How do we actually compute exponentiation when the numbers we are using might be very large? For small numbers, we can multiply one at a time, like to compute \(5^4\) in \(\mathbb{Z}_{17}\), just do: \[5^4 \bmod 17 = (5*5*5*5) \bmod 17 = 625 \bmod 17 = 13.\] You could keep the numbers even a little smaller by taking the mod at each intermediate step, like: \[5^4 \bmod 17 = (25*5*5) \bmod 17 = (8*5*5)\bmod 17 = (40*5)\bmod 17 = (6*5)\bmod 17 = 30\bmod 17 = 13.\]

But what about when the numbers get really big? Suppose that \(n\) is 1000 bits long, which is a relatively low size for Diffie-Hellman, and the exponents \(a\) and \(b\) will be just as big. To compute one modular exponentiation with numbers this size using the method above, would take something like \(2^{1000}\) steps, which is a whole lot.

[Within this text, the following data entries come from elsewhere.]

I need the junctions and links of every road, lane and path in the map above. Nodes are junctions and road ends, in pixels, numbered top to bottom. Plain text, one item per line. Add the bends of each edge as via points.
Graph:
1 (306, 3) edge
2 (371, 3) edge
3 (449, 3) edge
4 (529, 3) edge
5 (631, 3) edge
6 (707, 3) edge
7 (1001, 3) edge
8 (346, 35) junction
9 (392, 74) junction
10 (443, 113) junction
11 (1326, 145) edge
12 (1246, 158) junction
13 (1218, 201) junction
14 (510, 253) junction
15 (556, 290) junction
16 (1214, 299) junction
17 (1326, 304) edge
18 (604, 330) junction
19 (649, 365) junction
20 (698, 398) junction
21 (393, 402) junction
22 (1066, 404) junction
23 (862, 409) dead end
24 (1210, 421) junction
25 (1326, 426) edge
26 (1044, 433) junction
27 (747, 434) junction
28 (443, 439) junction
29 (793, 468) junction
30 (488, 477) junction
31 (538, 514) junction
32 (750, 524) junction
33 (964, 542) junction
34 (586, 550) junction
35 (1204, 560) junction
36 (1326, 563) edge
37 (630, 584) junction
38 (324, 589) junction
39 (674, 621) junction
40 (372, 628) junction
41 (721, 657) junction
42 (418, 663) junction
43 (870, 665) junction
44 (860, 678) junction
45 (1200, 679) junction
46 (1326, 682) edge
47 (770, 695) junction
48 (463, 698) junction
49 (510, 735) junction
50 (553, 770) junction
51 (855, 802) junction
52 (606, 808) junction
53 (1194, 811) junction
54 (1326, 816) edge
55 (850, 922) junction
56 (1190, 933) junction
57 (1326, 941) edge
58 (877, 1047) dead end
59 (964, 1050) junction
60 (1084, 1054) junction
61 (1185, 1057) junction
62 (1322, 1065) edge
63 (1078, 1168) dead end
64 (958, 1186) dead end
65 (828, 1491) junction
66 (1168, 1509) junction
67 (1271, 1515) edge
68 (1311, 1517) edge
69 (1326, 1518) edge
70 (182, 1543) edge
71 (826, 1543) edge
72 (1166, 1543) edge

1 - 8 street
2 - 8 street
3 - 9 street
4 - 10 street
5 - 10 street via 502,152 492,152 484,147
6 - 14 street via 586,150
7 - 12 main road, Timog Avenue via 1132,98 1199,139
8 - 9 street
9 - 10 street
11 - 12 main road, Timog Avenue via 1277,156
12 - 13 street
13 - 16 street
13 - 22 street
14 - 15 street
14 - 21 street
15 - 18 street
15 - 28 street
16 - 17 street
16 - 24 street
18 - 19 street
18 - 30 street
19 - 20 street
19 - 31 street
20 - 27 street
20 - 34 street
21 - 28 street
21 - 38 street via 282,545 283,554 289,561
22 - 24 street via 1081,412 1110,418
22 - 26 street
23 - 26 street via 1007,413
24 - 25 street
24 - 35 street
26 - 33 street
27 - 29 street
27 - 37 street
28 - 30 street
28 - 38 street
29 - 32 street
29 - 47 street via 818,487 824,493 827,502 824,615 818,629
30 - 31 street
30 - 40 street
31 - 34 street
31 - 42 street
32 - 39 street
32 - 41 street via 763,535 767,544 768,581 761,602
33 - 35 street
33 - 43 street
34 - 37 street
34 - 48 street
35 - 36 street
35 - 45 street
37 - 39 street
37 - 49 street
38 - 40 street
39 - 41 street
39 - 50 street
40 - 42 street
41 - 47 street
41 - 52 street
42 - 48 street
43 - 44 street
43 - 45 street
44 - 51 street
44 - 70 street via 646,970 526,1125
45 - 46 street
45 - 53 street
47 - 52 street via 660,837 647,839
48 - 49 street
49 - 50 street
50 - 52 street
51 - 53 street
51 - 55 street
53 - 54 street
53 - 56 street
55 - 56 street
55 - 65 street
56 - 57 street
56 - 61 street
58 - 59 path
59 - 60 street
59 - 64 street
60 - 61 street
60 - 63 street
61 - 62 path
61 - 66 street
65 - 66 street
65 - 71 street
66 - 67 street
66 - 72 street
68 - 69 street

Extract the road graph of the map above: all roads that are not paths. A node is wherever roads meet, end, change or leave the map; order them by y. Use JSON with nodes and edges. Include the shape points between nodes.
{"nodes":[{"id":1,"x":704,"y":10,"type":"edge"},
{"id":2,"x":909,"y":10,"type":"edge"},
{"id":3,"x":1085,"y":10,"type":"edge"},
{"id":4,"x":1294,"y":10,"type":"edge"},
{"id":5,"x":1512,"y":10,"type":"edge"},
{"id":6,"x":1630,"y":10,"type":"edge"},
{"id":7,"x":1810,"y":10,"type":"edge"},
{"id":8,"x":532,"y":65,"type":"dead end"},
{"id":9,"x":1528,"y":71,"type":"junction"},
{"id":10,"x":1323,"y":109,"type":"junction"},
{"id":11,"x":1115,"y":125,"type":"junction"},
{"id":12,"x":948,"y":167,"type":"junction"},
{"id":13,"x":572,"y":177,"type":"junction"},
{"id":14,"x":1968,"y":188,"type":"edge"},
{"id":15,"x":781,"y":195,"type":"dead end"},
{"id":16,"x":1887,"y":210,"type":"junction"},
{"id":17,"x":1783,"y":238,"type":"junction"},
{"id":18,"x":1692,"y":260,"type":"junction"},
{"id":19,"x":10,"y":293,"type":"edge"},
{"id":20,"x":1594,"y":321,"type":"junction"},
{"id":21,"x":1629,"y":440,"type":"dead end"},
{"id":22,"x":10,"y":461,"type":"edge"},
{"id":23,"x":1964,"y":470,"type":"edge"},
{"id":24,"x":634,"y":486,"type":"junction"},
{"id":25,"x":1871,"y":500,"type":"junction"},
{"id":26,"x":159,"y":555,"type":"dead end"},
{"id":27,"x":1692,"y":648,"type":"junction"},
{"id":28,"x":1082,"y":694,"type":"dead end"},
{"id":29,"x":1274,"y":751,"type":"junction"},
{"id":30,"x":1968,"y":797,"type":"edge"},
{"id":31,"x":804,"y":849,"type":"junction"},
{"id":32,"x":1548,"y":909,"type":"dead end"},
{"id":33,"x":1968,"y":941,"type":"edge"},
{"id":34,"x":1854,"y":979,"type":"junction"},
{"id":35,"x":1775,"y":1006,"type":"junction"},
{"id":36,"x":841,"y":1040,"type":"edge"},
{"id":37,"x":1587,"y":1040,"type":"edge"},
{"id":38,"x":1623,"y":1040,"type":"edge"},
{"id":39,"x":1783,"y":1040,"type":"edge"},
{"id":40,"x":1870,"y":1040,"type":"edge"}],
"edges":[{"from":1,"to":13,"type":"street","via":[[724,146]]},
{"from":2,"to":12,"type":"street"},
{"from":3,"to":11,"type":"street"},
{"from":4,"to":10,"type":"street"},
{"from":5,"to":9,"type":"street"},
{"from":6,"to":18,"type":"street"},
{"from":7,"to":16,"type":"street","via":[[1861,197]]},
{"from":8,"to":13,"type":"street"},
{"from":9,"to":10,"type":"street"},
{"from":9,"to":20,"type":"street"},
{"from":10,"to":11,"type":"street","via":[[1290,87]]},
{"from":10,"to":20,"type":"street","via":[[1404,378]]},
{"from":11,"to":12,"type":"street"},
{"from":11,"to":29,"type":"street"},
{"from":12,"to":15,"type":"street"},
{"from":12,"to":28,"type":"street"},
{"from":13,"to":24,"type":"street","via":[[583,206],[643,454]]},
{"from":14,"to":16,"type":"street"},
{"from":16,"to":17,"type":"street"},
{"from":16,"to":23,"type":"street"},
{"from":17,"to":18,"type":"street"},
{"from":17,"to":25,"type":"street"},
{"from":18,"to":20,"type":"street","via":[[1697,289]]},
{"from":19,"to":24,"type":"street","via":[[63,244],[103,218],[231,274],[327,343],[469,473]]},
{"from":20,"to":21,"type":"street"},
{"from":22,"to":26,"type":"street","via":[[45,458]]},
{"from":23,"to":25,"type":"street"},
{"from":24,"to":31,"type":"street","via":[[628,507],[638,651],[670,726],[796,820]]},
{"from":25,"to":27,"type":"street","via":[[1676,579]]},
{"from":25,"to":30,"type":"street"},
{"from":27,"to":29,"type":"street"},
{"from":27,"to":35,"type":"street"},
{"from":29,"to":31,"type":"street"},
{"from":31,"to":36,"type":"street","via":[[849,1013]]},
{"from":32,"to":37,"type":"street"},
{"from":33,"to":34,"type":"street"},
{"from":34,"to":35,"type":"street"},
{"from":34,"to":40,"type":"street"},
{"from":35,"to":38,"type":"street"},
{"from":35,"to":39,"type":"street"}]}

Aside: How many steps is 2^{1000}?If a super-powerful alien race used every atom in the known universe as a computer running one step per quantum moment since the Big Bang, that would be roughly \(2^{443}\) steps.

So even this super-powerful alien race that has turned every atom in the universe into computers more powerful than we can imagine, would not finish the computation before the human race, the Earth, and indeed our entire galaxy are long, long gone. It's safe to say, any computation of this magnitude is truly impossible.

Fortunately there is a much better way. Think about how we expanded our exponentation before:

\(5^4 = 5 * 5 * 5 * 5\)

We can also write it like this:

\(5^4 = 5^2 * 5^2 = (5^2)^2\)

Arranging it that way, we go from three multiplications to two. We
can go even further if the exponent is larger. Instead of calculating
\(5^8\) we can do \(((5^2)^2)^2\). Instead of calculating \(5^{16}\)
we can do \((((5^2)^2)^2)^2\). You can probably see by now that we are
going from \(O(a)\) multiplications for an exponent of \(a\) to
\(O(\log a)\) multiplications. This optimization is called *repeated
squaring*.

If we want to calculate an exponent that isn't a power of two, we can still do it with much fewer multiplications. Every number can be written as a sum of powers of 2, so we can do the repeated squaring for all the relevant powers of two and multiply together the ones we need.

- \(2^{12} = 2^8 * 2^4\)
- \(2^{15} = 2^8 * 2^4 * 2^2 * 2^1\)
- \(2^{24} = 2^{16} * 2^8\)
- \(2^{345} = 2^{256} * 2^{64} * 2^{16} * 2^8 * 2^1\)

## Non-prime moduli

There is one remaining hiccup that we have so far avoided by accident.
If the modulus number \(n\) is not a prime number then some of the integers
between \(1\) and \(n-1\) will actually not be part of the group. Consider
the candidate group \(\mathbb{Z}^*_{15}\):

\(\mathbb{Z}^*_{15} = \{1, 2, 3, 4, \ldots, 14\}\)

- \(\mathbf{1} * 1 = 1 \bmod 15 = 1\)
- \(\mathbf{2} * 8 = 16 \bmod 15 = 1\)
- \(\mathbf{3} * ? = 1\)
- \(\mathbf{4} * 4 = 16 \bmod 15 = 1\)
- \(\mathbf{5} * ? = 1\)
- \(\mathbf{6} * ? = 1\)
- \(\mathbf{7} * 13 = 91 \bmod 15 = 1\)
- \(\mathbf{8} * 2 = 16 \bmod 15 = 1\)
- \(\mathbf{9} * ? = 1\)
- \(\mathbf{10} * ? = 1\)
- \(\mathbf{11} * 11 = 121 \bmod 15 = 1\)
- \(\mathbf{12} * ? = 1\)
- \(\mathbf{13} * 7 = 91 \bmod 15 = 1\)
- \(\mathbf{14} * 14 = 196 \bmod 15 = 1\)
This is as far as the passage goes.